[SciPy-User] scipy.optimize named argument inconsistency
Christoph Deil
deil.christoph@googlemail....
Mon Sep 5 18:03:02 CDT 2011
On Sep 5, 2011, at 8:56 PM, josef.pktd@gmail.com wrote:
> On Mon, Sep 5, 2011 at 2:17 PM, Christoph Deil
> <deil.christoph@googlemail.com> wrote:
>>
>> On Sep 5, 2011, at 4:27 PM, josef.pktd@gmail.com wrote:
>>
>> On Mon, Sep 5, 2011 at 10:55 AM, Christoph Deil
>> <deil.christoph@googlemail.com> wrote:
>>
>> How can I compute the covariance matrix for a likelihood fit using the
>>
>> routines in scipy.optimize?
>>
>> 1300 lines in scikits.statsmodels wrapping some scipy optimizers for
>> maximum likelihood estimation
>> e.g. LikelihoodModel
>> https://github.com/statsmodels/statsmodels/blob/master/scikits/statsmodels/base/model.py#L81
>> GenericLikelihoodModel
>> https://github.com/statsmodels/statsmodels/blob/master/scikits/statsmodels/base/model.py#L421
>> in the latter I use loglike and loglikeobs, depending on whether I
>> need or want the Jacobian or not.
>>
>> This is a very nice class!
>> But installing and learning statsmodels takes a while, and wanting parameter
>> errors for a likelihood fit
>> is a very common case for using an optimizer, so I think it would be nice to
>> include that functionality in scipy.optimize itself (see code below).
>>
>> As far as I see the only method that returns a covariance matrix (or results
>>
>> from with it is easy to compute the covariance matrix) are leastsq and
>>
>> curve_fit. The problem with these is that they take a residual vector chi
>>
>> and internally compute chi2 = (chi**2).sum() and minimize that. But for a
>>
>> likelihood fit the quantity to be minimized is logL.sum(), i.e. no squaring
>>
>> is required, so as far as I can see it is not possible to do a likelihood
>>
>> fit with leastsq and curve_fit.
>>
>> On the other hand as Matt pointed out most (all) other optimization methods
>>
>> (like e.g. fmin) don't do this squaring and summing internally, but the user
>>
>> function does it if one is doing a chi2 fit, so using these it is easy to do
>>
>> a likelihood fit. But it is not possible to get parameter errors because
>>
>> these other optimizers don't return a Hessian or covariance matrix.
>>
>> It would be nice if there were a method in scipy.optimize to compute the
>>
>> covariance matrix for all optimizers.
>>
>> fmin and the other optimizer don't have enough assumptions to figure
>> out whether the Hessian is the covariance matrix of the parameters.

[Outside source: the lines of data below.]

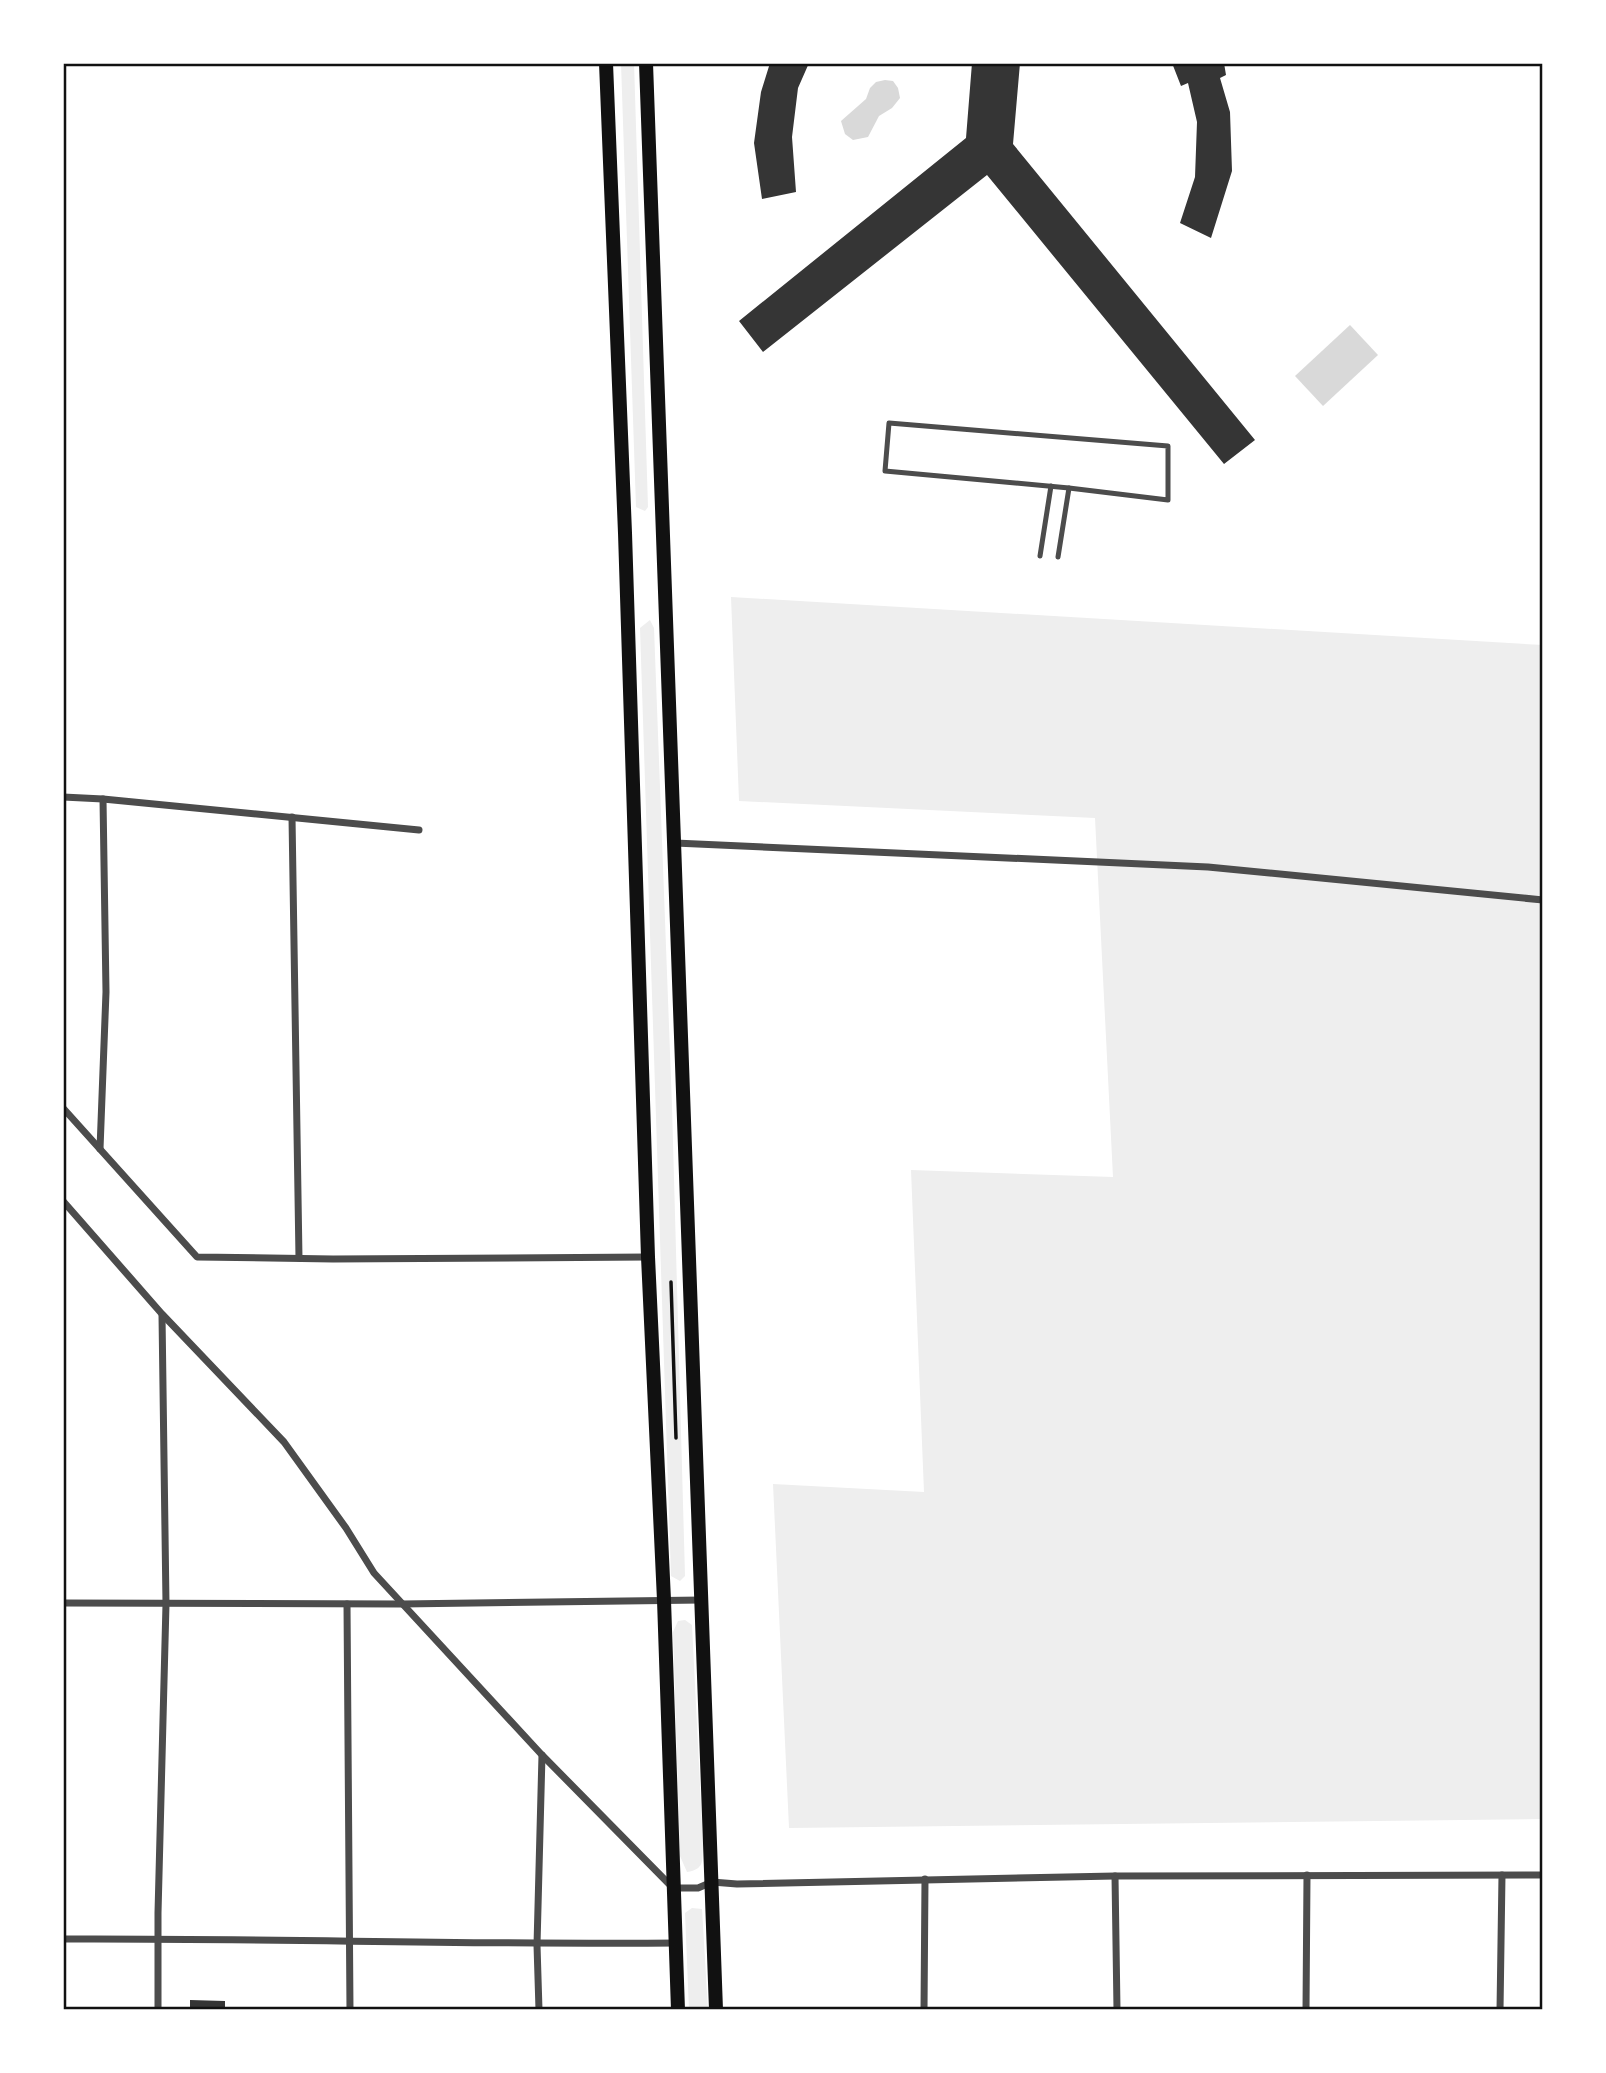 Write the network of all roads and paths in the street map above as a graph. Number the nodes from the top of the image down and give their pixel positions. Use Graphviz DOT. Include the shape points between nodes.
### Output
graph roads {
  1 [pos="606,63"];
  2 [pos="646,63"];
  3 [pos="1051,486"];
  4 [pos="1069,488"];
  5 [pos="1040,556"];
  6 [pos="1058,557"];
  7 [pos="63,797"];
  8 [pos="103,799"];
  9 [pos="292,817"];
  10 [pos="418,830"];
  11 [pos="675,844"];
  12 [pos="1543,900"];
  13 [pos="63,1108"];
  14 [pos="100,1149"];
  15 [pos="63,1201"];
  16 [pos="648,1257"];
  17 [pos="299,1258"];
  18 [pos="162,1314"];
  19 [pos="664,1600"];
  20 [pos="702,1600"];
  21 [pos="63,1603"];
  22 [pos="166,1604"];
  23 [pos="347,1604"];
  24 [pos="402,1604"];
  25 [pos="542,1755"];
  26 [pos="1307,1875"];
  27 [pos="1502,1875"];
  28 [pos="1543,1875"];
  29 [pos="1115,1876"];
  30 [pos="925,1879"];
  31 [pos="712,1882"];
  32 [pos="673,1888"];
  33 [pos="158,1939"];
  34 [pos="63,1940"];
  35 [pos="349,1940"];
  36 [pos="678,1943"];
  37 [pos="537,1945"];
  38 [pos="158,2010"];
  39 [pos="350,2010"];
  40 [pos="539,2010"];
  41 [pos="678,2010"];
  42 [pos="716,2010"];
  43 [pos="925,2010"];
  44 [pos="1116,2010"];
  45 [pos="1306,2010"];
  46 [pos="1500,2010"];
  1 -- 16 [label="main road"];
  2 -- 11 [label="main road"];
  3 -- 4 [label="lane"];
  3 -- 4 [label="lane" via="885,471 889,422 1168,446 1168,500"];
  3 -- 5 [label="lane"];
  4 -- 6 [label="lane"];
  7 -- 8 [label="street"];
  8 -- 9 [label="street"];
  8 -- 14 [label="street" via="106,992"];
  9 -- 10 [label="street"];
  9 -- 17 [label="street"];
  11 -- 12 [label="street" via="1208,867"];
  11 -- 20 [label="main road"];
  13 -- 14 [label="street"];
  14 -- 17 [label="street" via="197,1257"];
  15 -- 18 [label="street"];
  16 -- 17 [label="street"];
  16 -- 19 [label="main road"];
  18 -- 22 [label="street"];
  18 -- 24 [label="street" via="284,1442 374,1573"];
  19 -- 20 [label="street"];
  19 -- 24 [label="street"];
  19 -- 32 [label="main road"];
  20 -- 31 [label="main road"];
  21 -- 22 [label="street"];
  22 -- 23 [label="street"];
  22 -- 33 [label="street"];
  23 -- 24 [label="street"];
  23 -- 35 [label="street"];
  24 -- 25 [label="street"];
  25 -- 32 [label="street"];
  25 -- 37 [label="street"];
  26 -- 27 [label="street"];
  26 -- 29 [label="street"];
  26 -- 45 [label="street"];
  27 -- 28 [label="street"];
  27 -- 46 [label="street"];
  29 -- 30 [label="street"];
  29 -- 44 [label="street"];
  30 -- 31 [label="street"];
  30 -- 43 [label="street"];
  31 -- 32 [label="street" via="698,1888"];
  31 -- 42 [label="main road"];
  32 -- 36 [label="main road"];
  33 -- 34 [label="street"];
  33 -- 35 [label="street"];
  33 -- 38 [label="street"];
  35 -- 37 [label="street"];
  35 -- 39 [label="street"];
  36 -- 37 [label="street"];
  36 -- 41 [label="main road"];
  37 -- 40 [label="street"];
}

>> This is only true if the objective function is the loglikelihood. But
>> there is no reason fmin and the others should assume this.
>>
>> We had a brief discussion a while ago on the mailinglist which led to
>> the notes in the leastsq docstring
>> http://docs.scipy.org/scipy/docs/scipy.optimize.minpack.leastsq/#leastsq
>> that cov_x also is not always the (unscaled) covariance matrix.
>>
>> If the objective function comes from a different estimation method for
>> example, then I think it's usually not the case that the (inverse)
>> Hessian is the covariance matrix.
>>
>> Actually all that is missing from scipy to be able to get parameter errors
>> in a likelihood fit (which includes chi2 fit and I believe is by far the
>> most common case) with scipy.optimize (for all optimizers!) is a method to
>> compute the Hessian, as already available e.g. in these packages:
>> http://code.google.com/p/numdifftools/source/browse/trunk/numdifftools/core.py#1134
>> https://github.com/statsmodels/statsmodels/blob/master/scikits/statsmodels/sandbox/regression/numdiff.py#L99
>> Would it be possible to move one of the approx_hess methods to
>> scipy.optimize (there is already a scipy.optimize.approx_fprime)?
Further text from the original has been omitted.